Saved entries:
══════

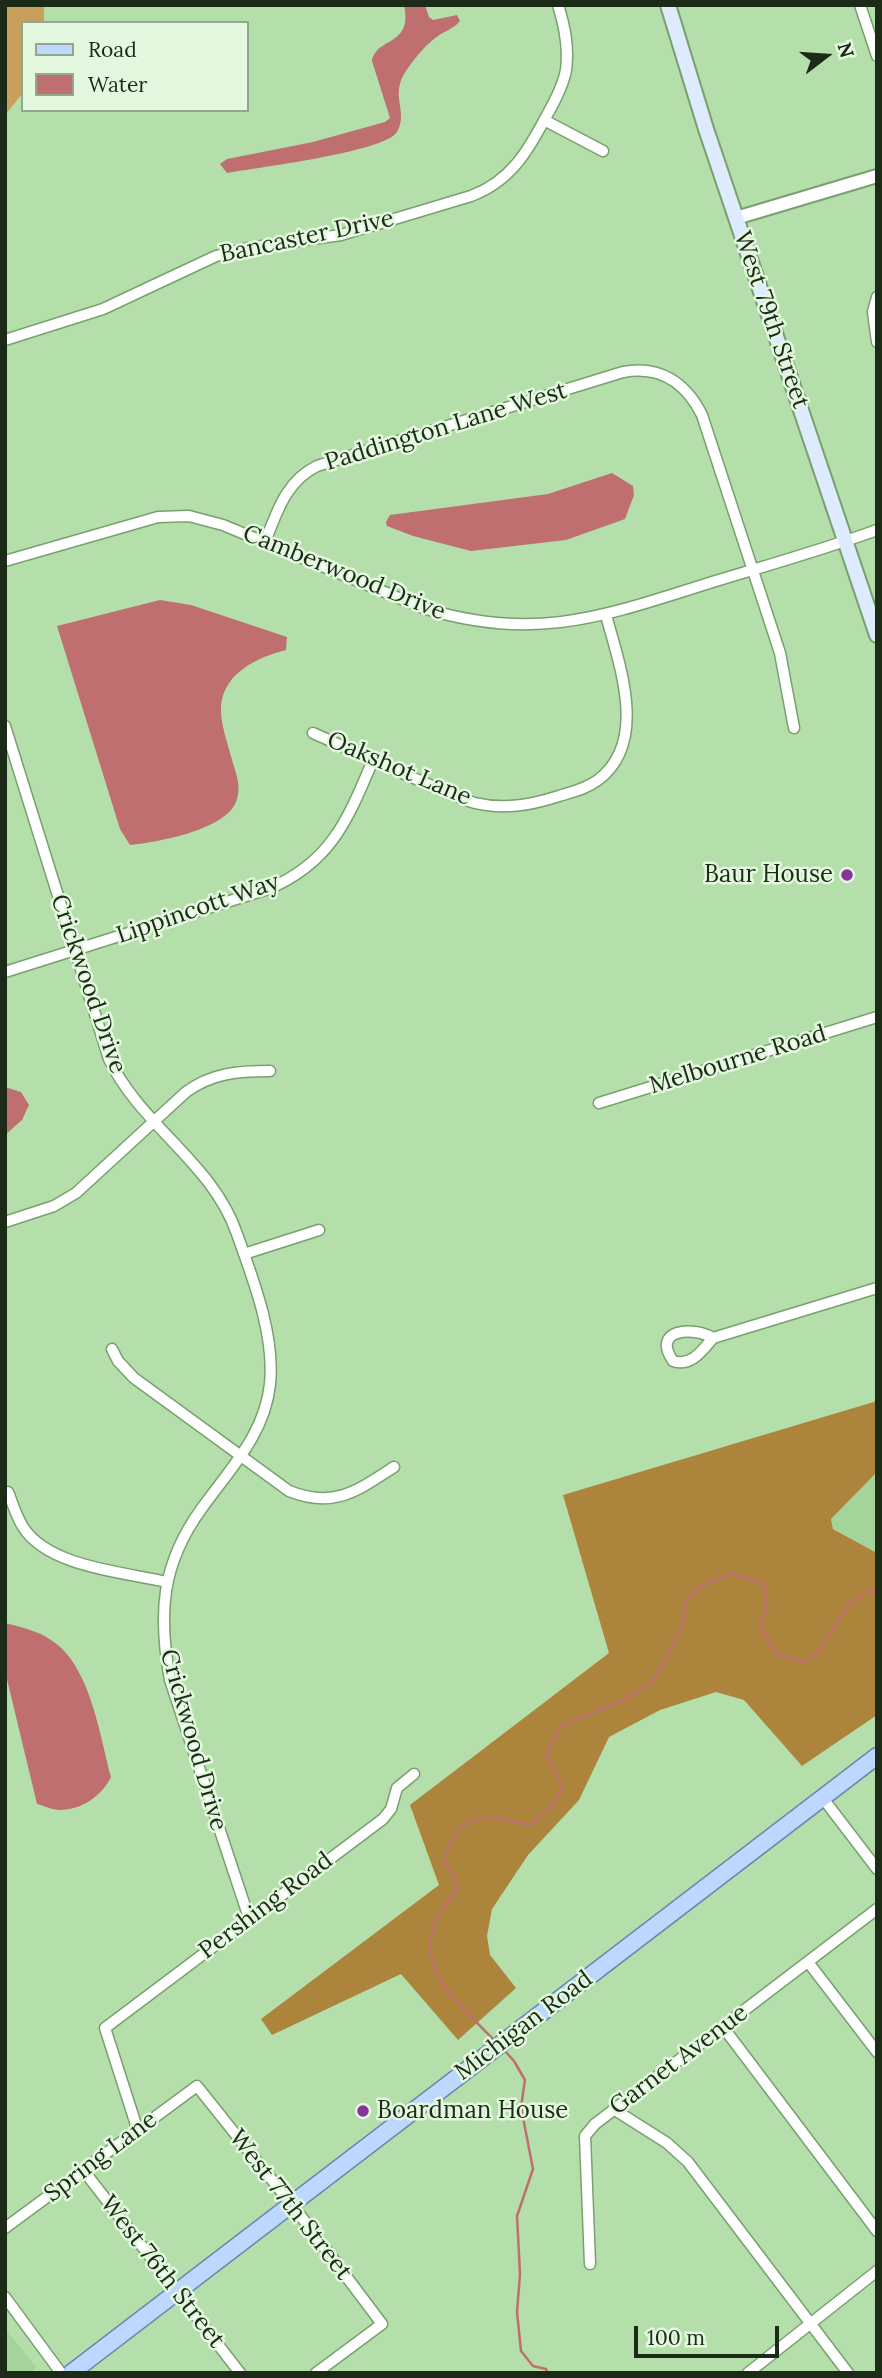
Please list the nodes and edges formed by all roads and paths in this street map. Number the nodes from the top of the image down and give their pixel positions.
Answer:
1 (558, 5) edge
2 (668, 5) edge
3 (859, 5) edge
4 (877, 57) edge
5 (544, 120) junction
6 (603, 151) dead end
7 (877, 176) edge
8 (736, 218) junction
9 (877, 297) edge
10 (5, 340) edge
11 (877, 342) edge
12 (877, 530) edge
13 (846, 541) junction
14 (265, 542) junction
15 (5, 561) edge
16 (753, 570) junction
17 (606, 615) junction
18 (877, 635) edge
19 (5, 726) edge
20 (794, 728) dead end
21 (313, 733) dead end
22 (373, 760) junction
23 (75, 950) junction
24 (5, 972) edge
25 (877, 1017) edge
26 (270, 1071) dead end
27 (600, 1102) dead end
28 (154, 1122) junction
29 (5, 1222) edge
30 (319, 1230) dead end
31 (244, 1254) junction
32 (877, 1288) edge
33 (713, 1338) junction
34 (112, 1349) dead end
35 (241, 1455) junction
36 (394, 1467) dead end
37 (8, 1492) dead end
38 (167, 1582) junction
39 (877, 1756) edge
40 (414, 1774) dead end
41 (822, 1797) junction
42 (877, 1869) edge
43 (877, 1909) edge
44 (249, 1918) junction
45 (808, 1962) junction
46 (723, 2027) junction
47 (877, 2052) edge
48 (197, 2086) joint
49 (615, 2110) junction
50 (138, 2131) junction
51 (84, 2171) junction
52 (291, 2205) junction
53 (5, 2228) edge
54 (877, 2231) edge
55 (590, 2264) dead end
56 (877, 2271) edge
57 (177, 2291) junction
58 (5, 2297) edge
59 (811, 2324) junction
60 (61, 2373) edge
61 (71, 2373) edge
62 (240, 2373) edge
63 (316, 2373) edge
64 (748, 2373) edge
65 (848, 2373) edge

1 - 5 street, Bancaster Drive
2 - 8 main road, West 79th Street
3 - 4 street
5 - 6 street
5 - 10 street, Bancaster Drive
7 - 8 street
8 - 13 main road, West 79th Street
9 - 11 street
12 - 13 street, Camberwood Drive
13 - 16 street, Camberwood Drive
13 - 18 main road, West 79th Street
14 - 15 street, Camberwood Drive
14 - 16 street, Paddington Lane West
14 - 17 street, Camberwood Drive
16 - 17 street, Camberwood Drive
16 - 20 street
17 - 22 street, Oakshot Lane
19 - 23 street, Crickwood Drive
21 - 22 street, Oakshot Lane
22 - 23 street, Lippincott Way
23 - 24 street, Lippincott Way
23 - 28 street, Crickwood Drive
25 - 27 street, Melbourne Road
26 - 28 street
28 - 29 street
28 - 31 street, Crickwood Drive
30 - 31 street
31 - 35 street, Crickwood Drive
32 - 33 street
33 - 33 street
34 - 35 street
35 - 36 street
35 - 38 street, Crickwood Drive
37 - 38 street
38 - 44 street, Crickwood Drive
39 - 41 main road, Michigan Road
40 - 44 street, Pershing Road
41 - 42 street
41 - 52 main road, Michigan Road
43 - 45 street, Garnet Avenue
44 - 50 street, Pershing Road
45 - 46 street, Garnet Avenue
45 - 47 street
46 - 49 street, Garnet Avenue
46 - 54 street
48 - 50 street, Spring Lane
48 - 52 street, West 77th Street
49 - 55 street, Garnet Avenue
49 - 59 street
50 - 51 street, Spring Lane
51 - 53 street, Spring Lane
51 - 57 street, West 76th Street
52 - 57 main road, Michigan Road
52 - 63 street, West 77th Street
56 - 59 street
57 - 61 main road, Michigan Road
57 - 62 street, West 76th Street
58 - 60 street
59 - 64 street
59 - 65 street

══════

Task to complete: Go through the records above and write out every line exactly, passing over the pictures.

Answer for this exercise:
Please list the nodes and edges formed by all roads and paths in this street map. Number the nodes from the top of the image down and give their pixel positions.
Answer:
1 (558, 5) edge
2 (668, 5) edge
3 (859, 5) edge
4 (877, 57) edge
5 (544, 120) junction
6 (603, 151) dead end
7 (877, 176) edge
8 (736, 218) junction
9 (877, 297) edge
10 (5, 340) edge
11 (877, 342) edge
12 (877, 530) edge
13 (846, 541) junction
14 (265, 542) junction
15 (5, 561) edge
16 (753, 570) junction
17 (606, 615) junction
18 (877, 635) edge
19 (5, 726) edge
20 (794, 728) dead end
21 (313, 733) dead end
22 (373, 760) junction
23 (75, 950) junction
24 (5, 972) edge
25 (877, 1017) edge
26 (270, 1071) dead end
27 (600, 1102) dead end
28 (154, 1122) junction
29 (5, 1222) edge
30 (319, 1230) dead end
31 (244, 1254) junction
32 (877, 1288) edge
33 (713, 1338) junction
34 (112, 1349) dead end
35 (241, 1455) junction
36 (394, 1467) dead end
37 (8, 1492) dead end
38 (167, 1582) junction
39 (877, 1756) edge
40 (414, 1774) dead end
41 (822, 1797) junction
42 (877, 1869) edge
43 (877, 1909) edge
44 (249, 1918) junction
45 (808, 1962) junction
46 (723, 2027) junction
47 (877, 2052) edge
48 (197, 2086) joint
49 (615, 2110) junction
50 (138, 2131) junction
51 (84, 2171) junction
52 (291, 2205) junction
53 (5, 2228) edge
54 (877, 2231) edge
55 (590, 2264) dead end
56 (877, 2271) edge
57 (177, 2291) junction
58 (5, 2297) edge
59 (811, 2324) junction
60 (61, 2373) edge
61 (71, 2373) edge
62 (240, 2373) edge
63 (316, 2373) edge
64 (748, 2373) edge
65 (848, 2373) edge

1 - 5 street, Bancaster Drive
2 - 8 main road, West 79th Street
3 - 4 street
5 - 6 street
5 - 10 street, Bancaster Drive
7 - 8 street
8 - 13 main road, West 79th Street
9 - 11 street
12 - 13 street, Camberwood Drive
13 - 16 street, Camberwood Drive
13 - 18 main road, West 79th Street
14 - 15 street, Camberwood Drive
14 - 16 street, Paddington Lane West
14 - 17 street, Camberwood Drive
16 - 17 street, Camberwood Drive
16 - 20 street
17 - 22 street, Oakshot Lane
19 - 23 street, Crickwood Drive
21 - 22 street, Oakshot Lane
22 - 23 street, Lippincott Way
23 - 24 street, Lippincott Way
23 - 28 street, Crickwood Drive
25 - 27 street, Melbourne Road
26 - 28 street
28 - 29 street
28 - 31 street, Crickwood Drive
30 - 31 street
31 - 35 street, Crickwood Drive
32 - 33 street
33 - 33 street
34 - 35 street
35 - 36 street
35 - 38 street, Crickwood Drive
37 - 38 street
38 - 44 street, Crickwood Drive
39 - 41 main road, Michigan Road
40 - 44 street, Pershing Road
41 - 42 street
41 - 52 main road, Michigan Road
43 - 45 street, Garnet Avenue
44 - 50 street, Pershing Road
45 - 46 street, Garnet Avenue
45 - 47 street
46 - 49 street, Garnet Avenue
46 - 54 street
48 - 50 street, Spring Lane
48 - 52 street, West 77th Street
49 - 55 street, Garnet Avenue
49 - 59 street
50 - 51 street, Spring Lane
51 - 53 street, Spring Lane
51 - 57 street, West 76th Street
52 - 57 main road, Michigan Road
52 - 63 street, West 77th Street
56 - 59 street
57 - 61 main road, Michigan Road
57 - 62 street, West 76th Street
58 - 60 street
59 - 64 street
59 - 65 street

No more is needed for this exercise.